Regardless of whom we voted for in this week’s presidential election, I bet most of us felt right. Maybe even righteous?
You cast your vote for the hero, hoping to defeat the villain. Your side stands for light. Theirs stands for darkness. We are right, they are wrong. We are righteous, they are forsaken.
And therein lies our problem.
Therein lies my problem. I’d be lying if I didn’t admit to thinking all those things myself this week.
But I’ve also learned to catch myself in that kind of thinking, because it represents its own kind of trap.
I won’t be demure about it: I voted for Kamala Harris. I felt devastated when she lost.
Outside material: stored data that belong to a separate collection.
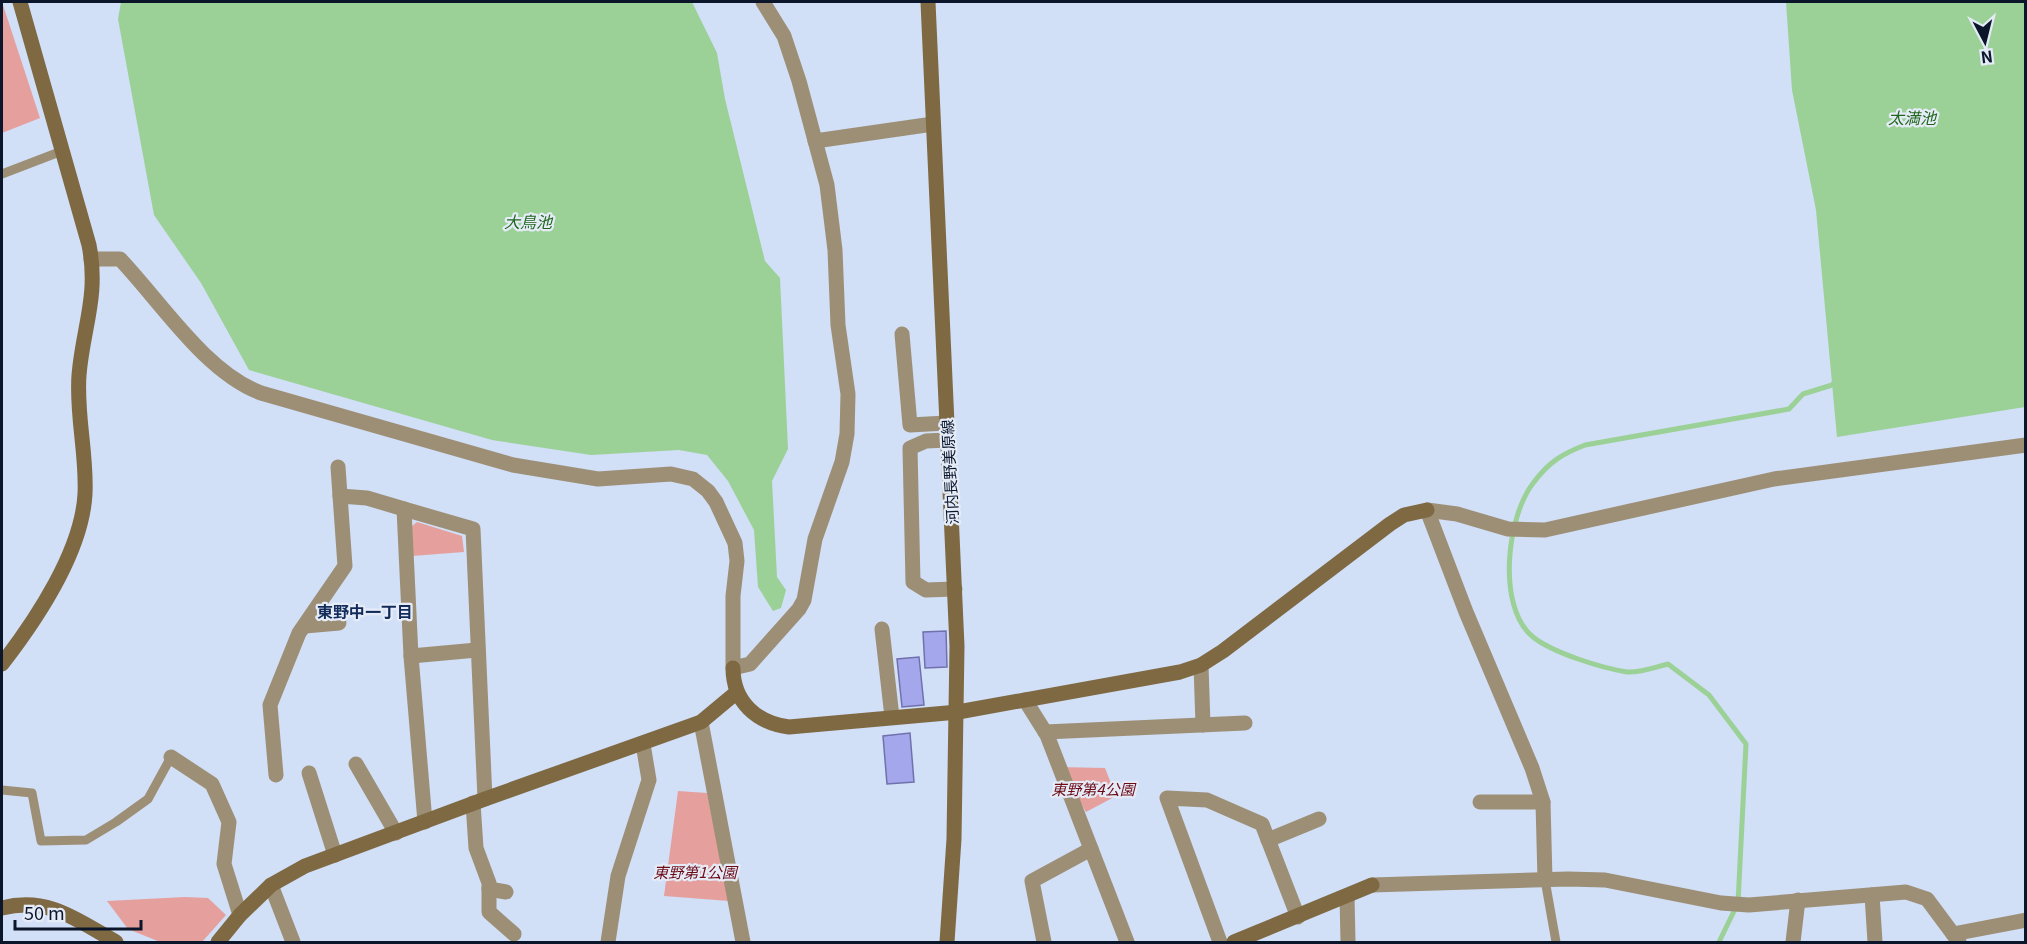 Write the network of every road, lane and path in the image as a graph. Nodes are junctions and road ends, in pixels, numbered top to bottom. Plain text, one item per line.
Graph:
1 (20, 2) edge
2 (763, 2) edge
3 (928, 2) edge
4 (933, 124) junction
5 (815, 141) junction
6 (62, 152) junction
7 (2, 174) edge
8 (91, 259) junction
9 (902, 334) dead end
10 (946, 423) junction
11 (947, 440) junction
12 (2025, 445) edge
13 (338, 467) dead end
14 (340, 496) junction
15 (404, 509) junction
16 (1427, 510) junction
17 (955, 588) junction
18 (339, 622) dead end
19 (305, 626) junction
20 (882, 629) dead end
21 (477, 650) junction
22 (411, 656) junction
23 (2, 664) edge
24 (1201, 665) junction
25 (734, 668) junction
26 (737, 692) junction
27 (1025, 700) junction
28 (958, 712) junction
29 (892, 717) junction
30 (701, 722) junction
31 (1245, 723) dead end
32 (1203, 725) junction
33 (1045, 732) junction
34 (643, 744) junction
35 (171, 757) joint
36 (356, 764) dead end
37 (309, 773) dead end
38 (276, 775) dead end
39 (2, 790) edge
40 (479, 801) junction
41 (1480, 802) dead end
42 (1543, 802) junction
43 (1319, 819) dead end
44 (425, 822) junction
45 (396, 832) junction
46 (1268, 840) junction
47 (1091, 849) junction
48 (335, 855) junction
49 (1545, 879) junction
50 (271, 885) junction
51 (489, 888) junction
52 (506, 892) dead end
53 (1872, 895) junction
54 (1347, 896) junction
55 (1798, 900) junction
56 (2, 908) edge
57 (240, 915) junction
58 (1298, 917) junction
59 (2025, 920) edge
60 (514, 934) dead end
61 (1956, 938) edge
62 (1256, 939) edge
63 (116, 942) edge
64 (218, 942) edge
65 (293, 942) edge
66 (608, 942) edge
67 (743, 942) edge
68 (947, 942) edge
69 (1044, 942) edge
70 (1127, 942) edge
71 (1220, 942) edge
72 (1234, 942) edge
73 (1348, 942) edge
74 (1556, 942) edge
75 (1793, 942) edge
76 (1875, 942) edge

1 - 6 street
2 - 5 street
3 - 4 street, 河内長野美原線
4 - 5 street
4 - 10 street, 河内長野美原線
5 - 25 street
6 - 7 lane
6 - 8 street
8 - 23 street
8 - 25 street
9 - 10 street
10 - 11 street, 河内長野美原線
11 - 17 street, 河内長野美原線
11 - 17 street
12 - 16 street
13 - 14 street
14 - 15 street
14 - 19 street
15 - 21 street
15 - 22 street
16 - 24 street
16 - 42 street
17 - 28 street, 河内長野美原線
18 - 19 street
19 - 38 street
20 - 29 street
21 - 22 street
21 - 40 street
22 - 44 street
24 - 27 street
24 - 32 street
25 - 26 street
26 - 29 street
26 - 30 street
27 - 28 street
27 - 33 street
28 - 29 street
28 - 68 street, 河内長野美原線
30 - 34 street
30 - 67 street
31 - 32 street
32 - 33 street
33 - 47 street
34 - 40 street
34 - 66 street
35 - 39 lane
35 - 57 street
36 - 45 street
37 - 48 street
40 - 44 street
40 - 51 street
41 - 42 street
42 - 49 street
43 - 46 street
44 - 45 street
45 - 48 street
46 - 58 street
46 - 71 street
47 - 69 street
47 - 70 street
48 - 50 street
49 - 54 street
49 - 55 street
49 - 74 lane
50 - 57 street
50 - 65 street
51 - 52 street
51 - 60 street
53 - 55 street
53 - 61 street
53 - 76 street
54 - 58 street
54 - 73 street
55 - 75 street
56 - 63 street
57 - 64 street
58 - 62 street
59 - 61 street
62 - 72 street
I will feel devastated for months and years to come.
I lean moderate-left in general, but the primary feature driving my strong enthusiasm for Harris this election cycle is my strong aversion to Trump.
I stand by that aversion. I will never shrug my shoulders at Donald Trump’s rhetoric, nor will I wave off his behaviors (and some of his policies) that I find to be immoral, unethical, unkind, and even dangerous. I will always believe he is the wrong sort of character to hold the highest office in the land and the most influential political position on the planet.
BUT. Stay with me.
Where I get myself in trouble – and how I perpetuate the grave polarization happening in our country – is when I allow my aversion to Trump to translate into an aversion to anyone who voted for him.
When I oversimplify a very-not-simple socio-political landscape into easy-button categories that feel better to my brain - right/wrong, good/bad, conservative/liberal – I can’t appreciate the rich complexity of factors that lead a person to cast a vote. That lead a country to elect a candidate.
I can’t see the realities that are creating our shared reality. And if I can’t see the current reality for what it is, I sure as hell don’t stand a chance at helping to create the alternate reality I say I want.
“You can’t see what you don’t understand. But what you think you already understand, you’ll fail to notice.”
- from “The Overstory” by Richard Powers
When I think I already get the joke, the joke’s on me.
In my leadership development work, I sometimes leverage a concept called “polarities”[1] with leaders and teams.
A “polarity” is an interdependent pair with inherent tension between them.
This interdependent pair consists of two seemingly opposing poles that require a “both/and” approach (versus an “either/or” one).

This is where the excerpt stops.